L’uomo scosse la testa. «No, signore, non è così, e in effetti ciò significherebbe eccedere ai miei ordini. I termini definitivi della pace sono una questione diplomatica».
«Che speranze possiamo avere, se accettiamo in anticipo la sconfitta?».
«Molte». Cajal preparò i polmoni a una lunga tirata. «Le suggerisco rispettosamente di consultare i suoi studenti in sociodinamica umana. Per dirla in parole chiare, voi avete due influenze di cui far uso, una negativa, una positiva. Quella negativa è la vostra potenzialità di riprendere la lotta. Si ricordi che gran parte della vostra industria rimane intatta nelle vostre mani, che avete ancora navi ben attrezzate e con equipaggi coraggiosi, e che la vostra stella d’origine è strenuamente difesa e ci farà soffrire parecchio prima di cedere.
«Wyvan, popolo di Ythri, io vi dò la mia solenne garanzia che l’Impero non desidera invadervi. Perché dovremmo prenderci la briga di fare una cosa del genere? La perdita di una grande civiltà sarebbe ancora peggiore del costo e del pericolo. Noi vogliamo, abbiamo bisogno della vostra amicizia. Se non altro questa guerra è stata combattuta per rimuovere certe cause di attrito. Adesso andiamo avanti insieme.
«È vero, io non posso prevedere come sarà il trattato di pace finale. Ma voglio richiamare la sua attenzione sulle numerose pubbliche dichiarazioni dell’Impero. Sono assolutamente esplicite. E sono assolutamente sincere, perché è evidentemente nell’interesse dell’Impero che la sua parola conservi credibilità.
«Il Dominio dovrà cedere svariati territori. Ma ci si può mettere d’accordo su qualche forma di compensazione. E in fondo, dovunque i vostri confini non tocchino i nostri, c’è un universo intero che vi attende».
Cajal pregò di aver recitato bene. I suoi discorsi erano stati preparati da specialisti, e lui aveva passato delle ore per imparare il modo giusto di pronunciarli. Ma se gli esperti avessero fatto degli errori di valutazione e se lui avesse sciupato tutto, se non fosse stato convincente…
Oh, Dio, fa’ che questa carneficina abbia termine… e perdonami se, in fondo alla mente, sono affascinato dai problemi tecnici della cattura di questo pianeta.
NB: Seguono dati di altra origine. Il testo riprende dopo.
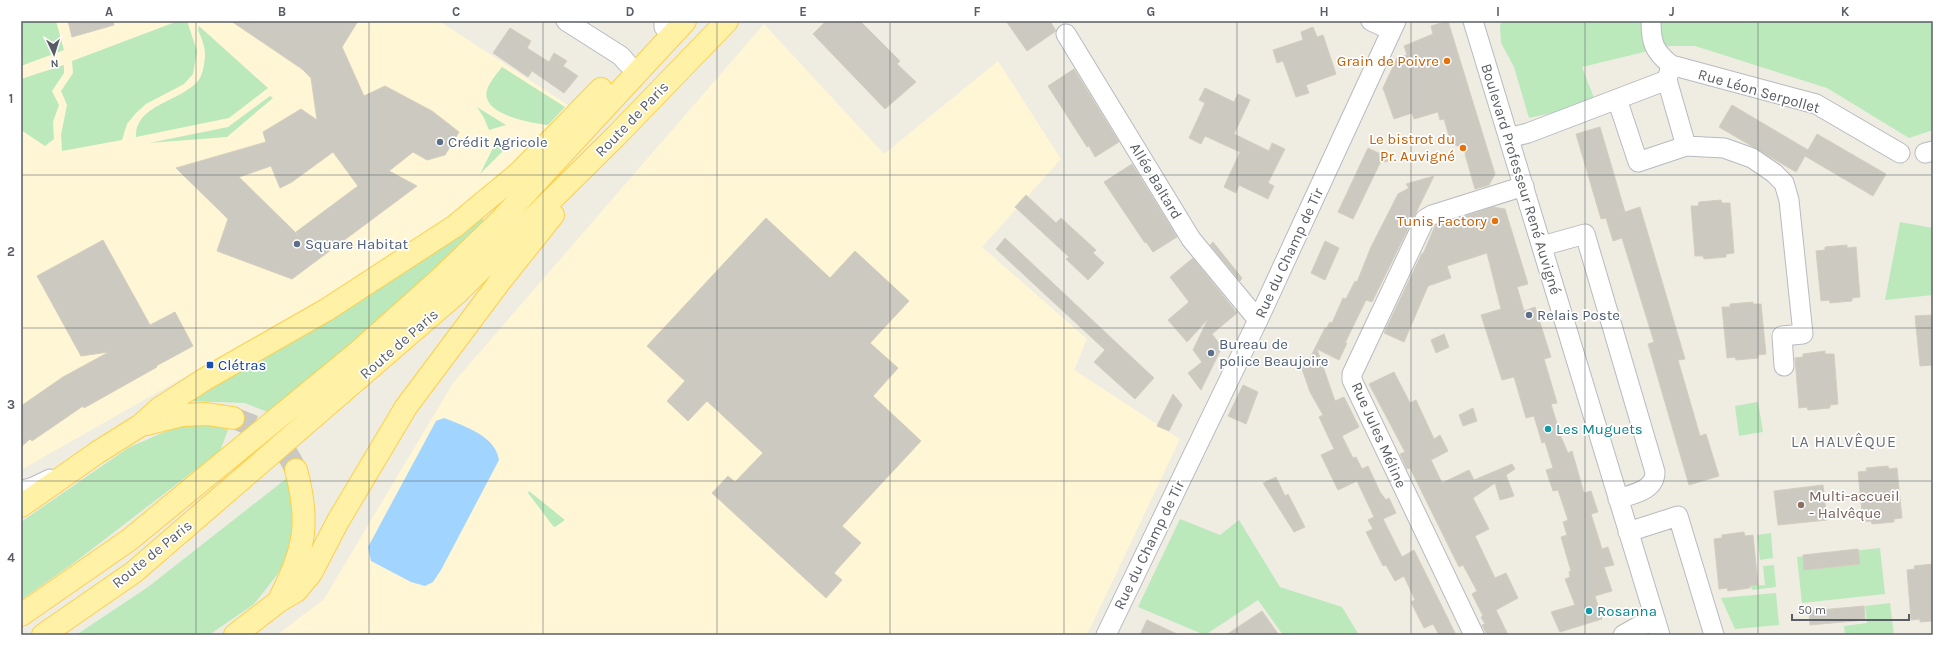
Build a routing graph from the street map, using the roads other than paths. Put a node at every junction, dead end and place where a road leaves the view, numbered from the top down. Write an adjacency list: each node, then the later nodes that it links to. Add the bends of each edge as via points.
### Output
1 (566, 21): 10 (street, via 621,56)
2 (685, 21): 30 (main road, Route de Paris, via 499,222 440,279 357,353 129,540)
3 (727, 21): 13 (main road, Route de Paris)
4 (1372, 21): 8 (street)
5 (1473, 21): 14 (street, Boulevard Professeur René Auvigné)
6 (1651, 21): 11 (street, via 1654,47)
7 (667, 23): 10 (main road)
8 (1393, 26): 19 (street, Rue du Champ de Tir)
9 (1066, 34): 19 (street, Allée Baltard, via 1191,240)
10 (627, 63): 22 (main road, via 520,172 455,226 326,310 160,408)
11 (1669, 73): 12 (street); 15 (street); 16 (street, Rue Léon Serpollet, via 1816,104)
12 (1617, 99): 14 (street); 15 (street, via 1638,162)
13 (615, 137): 29 (main road, via 501,280 406,407 338,521 311,573 296,591); 32 (main road, Route de Paris, via 456,294 134,572)
14 (1509, 138): 17 (street, Boulevard Professeur René Auvigné)
15 (1686, 146): 20 (street, via 1724,148 1752,158 1784,183 1789,200 1803,334 1782,336)
16 (1900, 153)
17 (1524, 186): 18 (street, Boulevard Professeur René Auvigné); 35 (street, Rue Jules Méline, via 1432,215 1425,220 1352,374 1352,380 1374,428)
18 (1542, 246): 26 (street, Boulevard Professeur René Auvigné); 26 (street, via 1585,234 1604,297 1655,472 1652,484)
19 (1258, 320): 34 (street, Rue du Champ de Tir)
20 (1784, 366)
21 (233, 418): 22 (main road, via 207,414 182,415)
22 (141, 425): 24 (main road)
23 (296, 470): 29 (main road, via 305,523 303,541 292,574)
24 (70, 473): 25 (street, via 62,473); 27 (main road)
25 (21, 490)
26 (1618, 499): 28 (street, Boulevard Professeur René Auvigné)
27 (21, 506)
28 (1628, 532): 31 (street, Boulevard Professeur René Auvigné); 37 (street, via 1678,516)
29 (279, 601): 33 (main road)
30 (21, 615)
31 (1658, 628): 36 (street, via 1639,626)
32 (42, 635)
33 (235, 635)
34 (1106, 635)
35 (1474, 635)
36 (1623, 635)
37 (1714, 635)

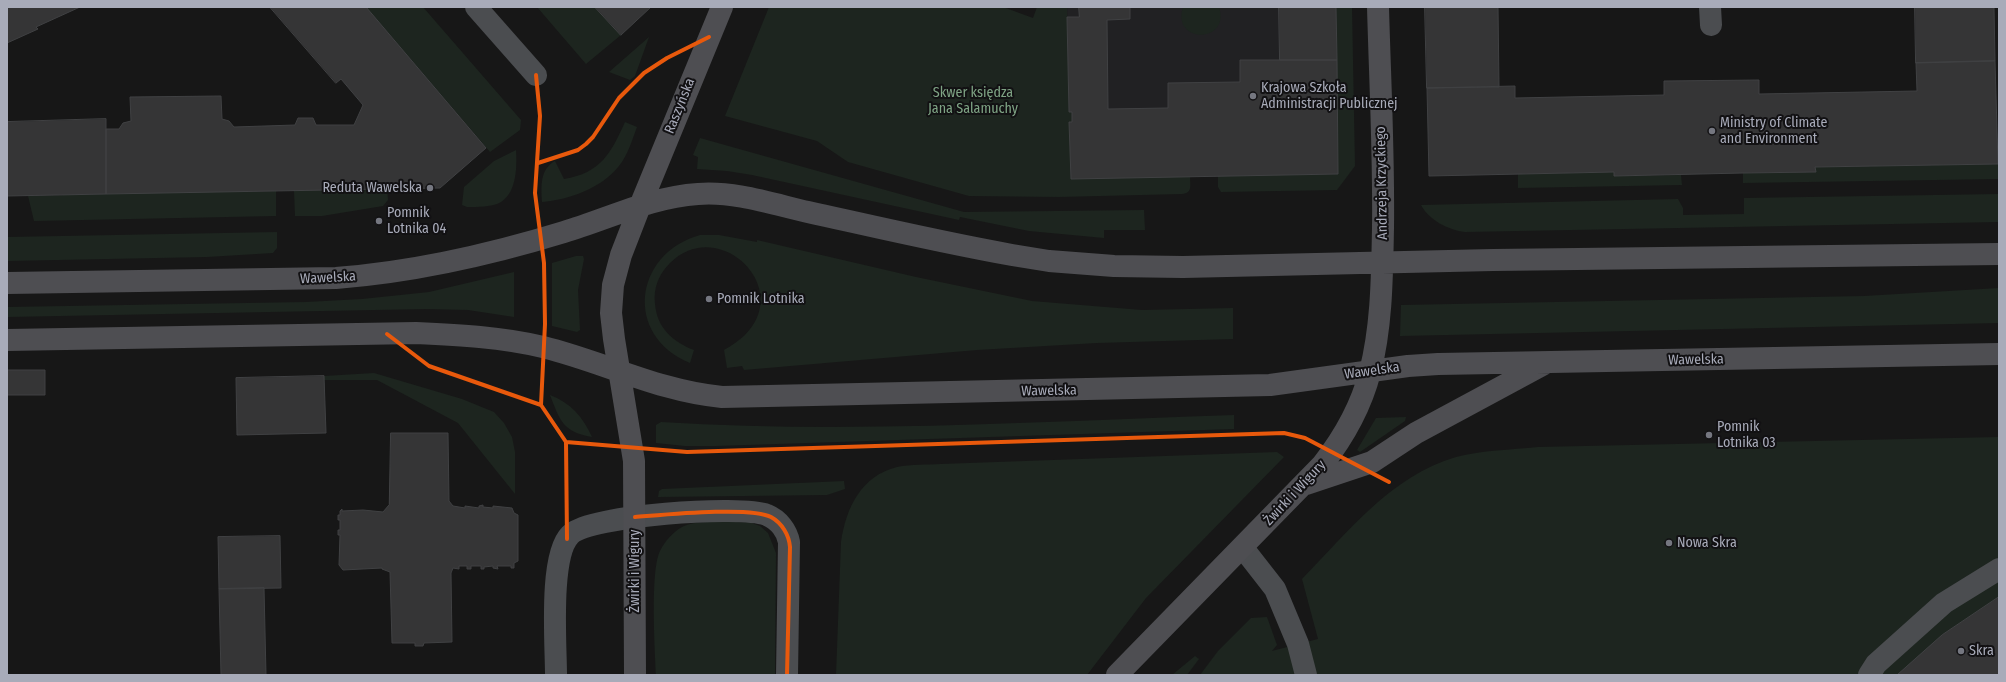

Trauvay rimase seduto immobile per qualche minuto prima di dire: «La cosa sarà presa in considerazione. La prego di tenersi nei paraggi, nel caso debba mettermi in contatto con lei». In un’altra parte della nave, uno xenologo che aveva dedicato la sua vita allo studio degli Ythrani, balzò dalla sedia, ridendo e piangendo, e si mise a gridare: «La guerra è finita! La guerra è finita!».